Finding the number of divisors?

Question

I wrote this code in order to find the number of the divisors of a given number. The method I am trying to implement finds all of the prime factors (which works) and takes number of similar prime numbers plus one (which gives the number of divisors).

eg 28 = 2*2 * 7 --> (2+1)*(1+1) = 6

This is my attempt:

int num = 20;
int next = 0;
int exponent = 0;
int numberOfDivisors = 1;

    start:
        for (int i = 2; i <= num; i++)
        {
            next = i;

            if (num%i == 0)
            {   
                if (i == next)
                {
                    exponent++; 
                }
                else
                {
                    numberOfDivisors *= (exponent+1);
                    exponent = 0;
                }

                if (num != i)
                {
                    num /= i;
                    goto start;
                }
            }
        }

    std::cout << numberOfDivisors << std::endl;

I just cannot figure out what I am missing.

Answer 1

Using goto is bad as you can see from the comments.
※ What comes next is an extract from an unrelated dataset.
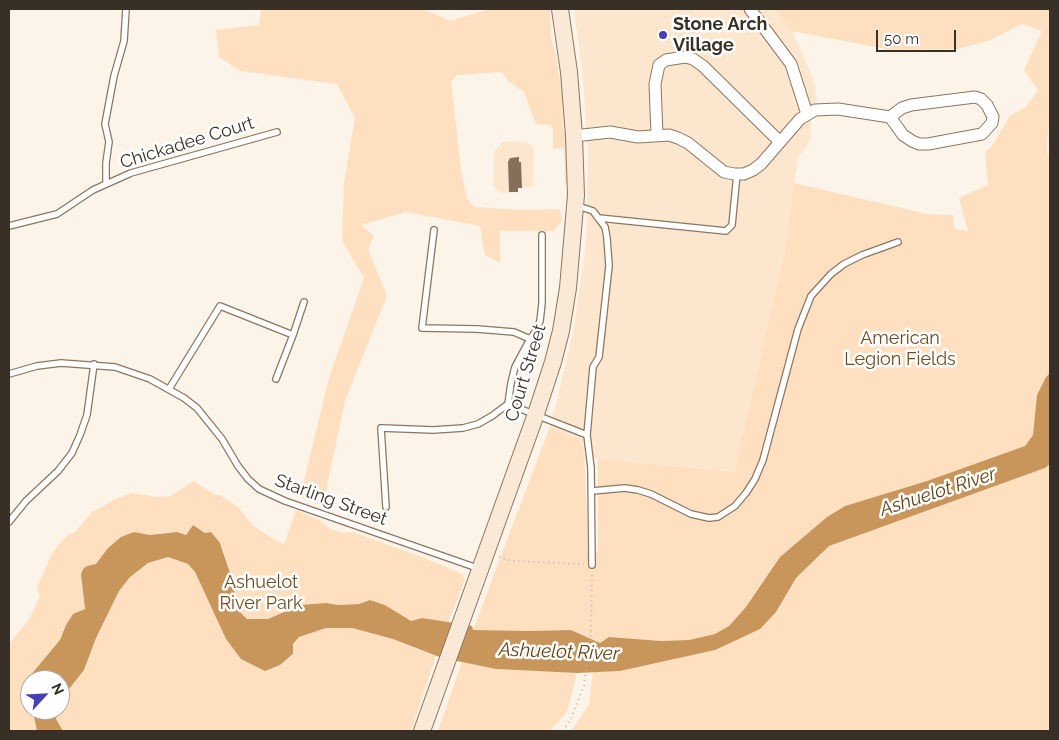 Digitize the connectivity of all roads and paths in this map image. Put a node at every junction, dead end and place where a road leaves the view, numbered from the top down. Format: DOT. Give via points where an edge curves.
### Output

After a little bit of clean up your code comes down to:

#include <iostream>
int main() {
  int num = 20; 
  int numberOfDivisors = 1;

  for (int i = 2; i <= num; i++)
  {
    int exponent = 0;
    while (num % i == 0) {
        exponent++; 
        num /= i;
    }   
    numberOfDivisors *= (exponent+1);
  }

  std::cout << numberOfDivisors << std::endl;
  return 0;
}

Answer 2

The goto isn't helpful, actually, since you're already checked for lower prime factors there's no need to put i back to 2 .

    int numberOfDivisors = 1;
    int exponent = 1;
    int i = 2;
    while (i <= num) {
        if (num%i == 0) {   
            exponent++; 
            num /= i;
        }
        else {
            numberOfDivisors *= exponent;
            exponent = 1;
            i++;
        }
    }
    numberOfDivisors *= exponent; // <-- you were missing this, mainly

The actual problem with your code that wasn't style or performance related was that your loop finished with some exponent that you never included.

Answer 3

There are many issues with your code (and that goto interrupting the loop is just ugly), but one major problem with your code is that right after you enter the for loop, you set next to have the same value as i .

Then, you test something (namely, if i divides num evenly, but this doesn't matter) and (here is the critical part, you test if i is equal to next , which you just set them equal.

So, your code never has the opportunity to enter the else part of the corresponding if , which is where you would multiply the number of divisors by the exponent + 1 .

As a result, your code always prints 1 , which is not what you wanted.

PS: That else may be entirely optimized out by the compiler as part of dead-code elimination, and this is what my gcc 4.7 actually does if I enable optimization -O1 or higher.